> The task:
Of the lines below, copy those that hold the word "thumb".

> Stored data entries:
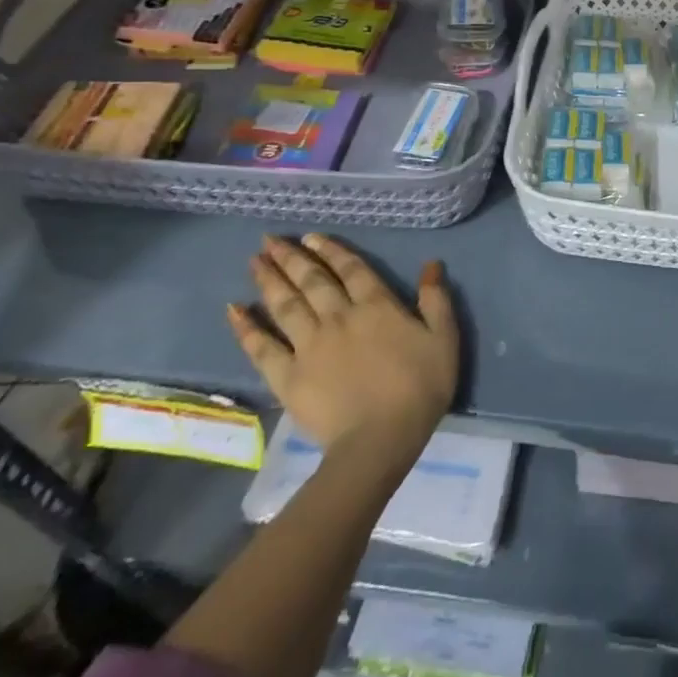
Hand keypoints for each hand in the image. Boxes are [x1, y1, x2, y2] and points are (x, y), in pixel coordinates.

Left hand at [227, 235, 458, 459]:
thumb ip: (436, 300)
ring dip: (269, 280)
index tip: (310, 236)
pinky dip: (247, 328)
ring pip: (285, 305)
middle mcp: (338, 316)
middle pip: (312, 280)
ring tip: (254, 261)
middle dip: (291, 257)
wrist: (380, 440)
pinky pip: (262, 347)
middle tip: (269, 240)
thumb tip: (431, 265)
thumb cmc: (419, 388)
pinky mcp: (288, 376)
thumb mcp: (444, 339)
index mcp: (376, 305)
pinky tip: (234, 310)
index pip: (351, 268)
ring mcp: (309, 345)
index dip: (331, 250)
* * *
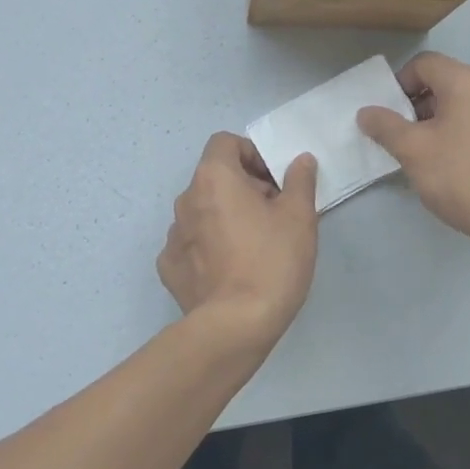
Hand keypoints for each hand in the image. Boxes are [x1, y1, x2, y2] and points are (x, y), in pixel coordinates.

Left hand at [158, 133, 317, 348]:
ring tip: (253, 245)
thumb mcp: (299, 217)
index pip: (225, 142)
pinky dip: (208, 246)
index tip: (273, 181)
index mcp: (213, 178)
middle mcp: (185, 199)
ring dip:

> Written response:
thumb ip: (436, 300)
thumb tip: (431, 265)
thumb cmc: (419, 388)
thumb mcp: (444, 339)
thumb mcp: (299, 217)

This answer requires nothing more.